(c) 2017 Justin Bois. This work is licensed under a Creative Commons Attribution License CC-BY 4.0. All code contained herein is licensed under an MIT license.
*This tutorial was generated from an Jupyter notebook. You can download the notebook here.
import collections
import numpy as np
import pandas as pd
import scipy.stats as st
import pymc3 as pm
import theano.tensor as tt
import bebi103
import bokeh.io
import bokeh.plotting
colors = bokeh.palettes.d3['Category10'][10]
bokeh.io.output_notebook()
Performing MCMC calculations gives you full information about the posterior, which you can summarize in beautiful and informative corner plots. But, very often, we wish to summarize the posterior in a few simple numbers. In particular, we wish to report a credible region, the Bayesian analog to a confidence interval. The credible region is a region in parameter space where we might expect a parameter value to lie. This credible region is often reported and plotted as an error bar.
We will consider three commonly used ways of plotting a value plus error bar. We will use a 95% credible region for this demonstration.
To illustrate the relative merits of these reporting schemes, we'll draw MCMC samples out of some artificial distributions.
We will generate some sample distributions to sample using MCMC. We will consider an exponential distribution, a Gaussian, the sum of two Gaussians, and a distribution with a long tail.

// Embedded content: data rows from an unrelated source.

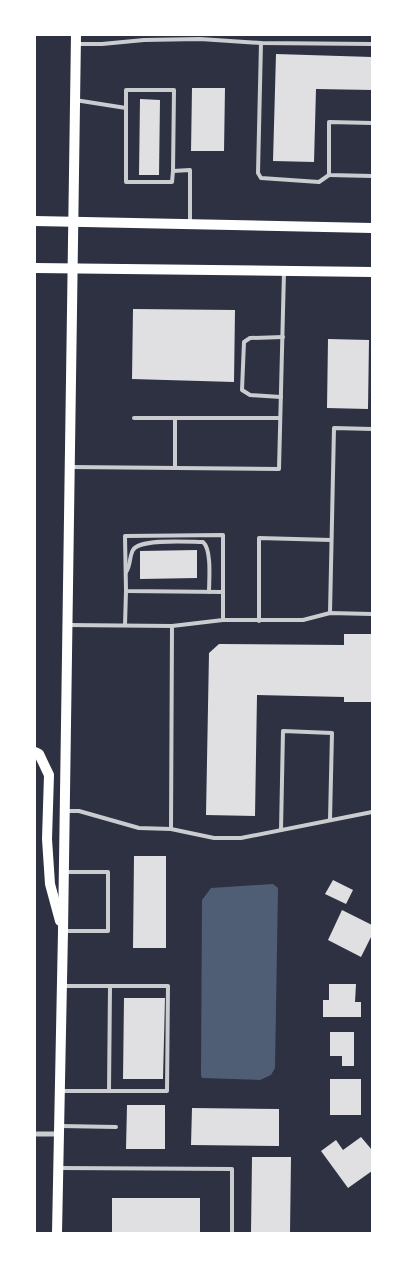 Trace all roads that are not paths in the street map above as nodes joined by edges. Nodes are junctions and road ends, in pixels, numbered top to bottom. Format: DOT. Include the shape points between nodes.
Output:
graph roads {
  1 [pos="76,39"];
  2 [pos="261,43"];
  3 [pos="372,44"];
  4 [pos="74,99"];
  5 [pos="126,108"];
  6 [pos="372,123"];
  7 [pos="173,171"];
  8 [pos="329,175"];
  9 [pos="372,176"];
  10 [pos="35,221"];
  11 [pos="74,222"];
  12 [pos="190,224"];
  13 [pos="372,228"];
  14 [pos="35,268"];
  15 [pos="72,268"];
  16 [pos="284,272"];
  17 [pos="372,272"];
  18 [pos="283,337"];
  19 [pos="281,397"];
  20 [pos="134,418"];
  21 [pos="176,418"];
  22 [pos="280,418"];
  23 [pos="372,429"];
  24 [pos="69,467"];
  25 [pos="175,468"];
  26 [pos="331,540"];
  27 [pos="126,572"];
  28 [pos="126,591"];
  29 [pos="209,592"];
  30 [pos="223,592"];
  31 [pos="330,613"];
  32 [pos="372,614"];
  33 [pos="223,620"];
  34 [pos="258,620"];
  35 [pos="67,625"];
  36 [pos="125,625"];
  37 [pos="172,626"];
  38 [pos="35,752"];
  39 [pos="65,811"];
  40 [pos="372,812"];
  41 [pos="330,820"];
  42 [pos="171,829"];
  43 [pos="281,830"];
  44 [pos="64,872"];
  45 [pos="63,931"];
  46 [pos="62,986"];
  47 [pos="110,987"];
  48 [pos="60,1091"];
  49 [pos="108,1091"];
  50 [pos="116,1127"];
  51 [pos="59,1130"];
  52 [pos="35,1134"];
  53 [pos="58,1168"];
  54 [pos="57,1233"];
  55 [pos="232,1233"];
  1 -- 2 [label="lane" via="102,44 200,39"];
  1 -- 4 [label="main road"];
  2 -- 3 [label="lane"];
  2 -- 8 [label="lane" via="258,173 262,178 316,182"];
  4 -- 5 [label="lane"];
  4 -- 11 [label="main road"];
  5 -- 7 [label="lane" via="126,182 172,182"];
  5 -- 7 [label="lane" via="126,90 174,90"];
  6 -- 8 [label="lane" via="329,122"];
  7 -- 12 [label="lane" via="190,170"];
  8 -- 9 [label="lane"];
  10 -- 11 [label="main road"];
  11 -- 12 [label="main road"];
  11 -- 15 [label="main road"];
  12 -- 13 [label="main road"];
  14 -- 15 [label="main road"];
  15 -- 16 [label="main road"];
  15 -- 24 [label="main road"];
  16 -- 17 [label="main road"];
  16 -- 18 [label="lane"];
  18 -- 19 [label="lane"];
  18 -- 19 [label="lane" via="245,340 242,380 242,390 247,394"];
  19 -- 22 [label="lane"];
  20 -- 21 [label="lane"];
  21 -- 22 [label="lane"];
  21 -- 25 [label="lane"];
  22 -- 25 [label="lane" via="279,469"];
  23 -- 26 [label="lane" via="334,428"];
  24 -- 25 [label="lane"];
  24 -- 35 [label="main road"];
  26 -- 31 [label="lane"];
  26 -- 34 [label="lane" via="259,538"];
  27 -- 28 [label="lane"];
  27 -- 29 [label="lane" via="136,546 150,542 203,542 209,556"];
  27 -- 30 [label="lane" via="125,536 223,535"];
  28 -- 29 [label="lane"];
  28 -- 36 [label="lane"];
  29 -- 30 [label="lane"];
  30 -- 33 [label="lane"];
  31 -- 32 [label="lane"];
  31 -- 34 [label="lane" via="303,620"];
  33 -- 34 [label="lane"];
  33 -- 37 [label="lane"];
  35 -- 36 [label="lane"];
  35 -- 39 [label="main road"];
  36 -- 37 [label="lane"];
  37 -- 42 [label="lane"];
  38 -- 45 [label="main road" via="49,775 47,840 50,884"];
  39 -- 42 [label="lane" via="79,811 139,828"];
  39 -- 44 [label="main road"];
  40 -- 41 [label="lane"];
  41 -- 43 [label="lane"];
  41 -- 43 [label="lane" via="332,733 283,731"];
  42 -- 43 [label="lane" via="214,838 240,838"];
  44 -- 45 [label="main road"];
  44 -- 45 [label="lane" via="108,872 108,931"];
  45 -- 46 [label="main road"];
  46 -- 47 [label="lane"];
  46 -- 48 [label="main road"];
  47 -- 49 [label="lane"];
  47 -- 49 [label="lane" via="168,986 167,1091"];
  48 -- 49 [label="lane"];
  48 -- 51 [label="main road"];
  50 -- 51 [label="lane"];
  51 -- 52 [label="street"];
  51 -- 53 [label="main road"];
  53 -- 54 [label="main road"];
  53 -- 55 [label="lane" via="232,1169"];
}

We choose these to illustrate how various choices of the credible region will be reported.
Let's define the models and draw samples. (Note that MCMC is not necessary here, since these distributions are simple and we can draw out of them using the np.random
module, but we use MCMC and the outputs we normally get so we can illustrate how to display MCMC results.)
# Parametrize models
mu = 1.0
sigma = 0.25
mu_2 = 3.0
sigma_2 = 0.5
with pm.Model() as expon:
x = pm.Exponential('x', mu)
trace_expon = pm.sample(draws=20000, tune=5000)
df_expon = bebi103.pm.trace_to_dataframe(trace_expon, log_post=True)
with pm.Model() as norm:
x = pm.Normal('x', mu=mu, sd=sigma)
trace_norm = pm.sample(draws=20000, tune=5000)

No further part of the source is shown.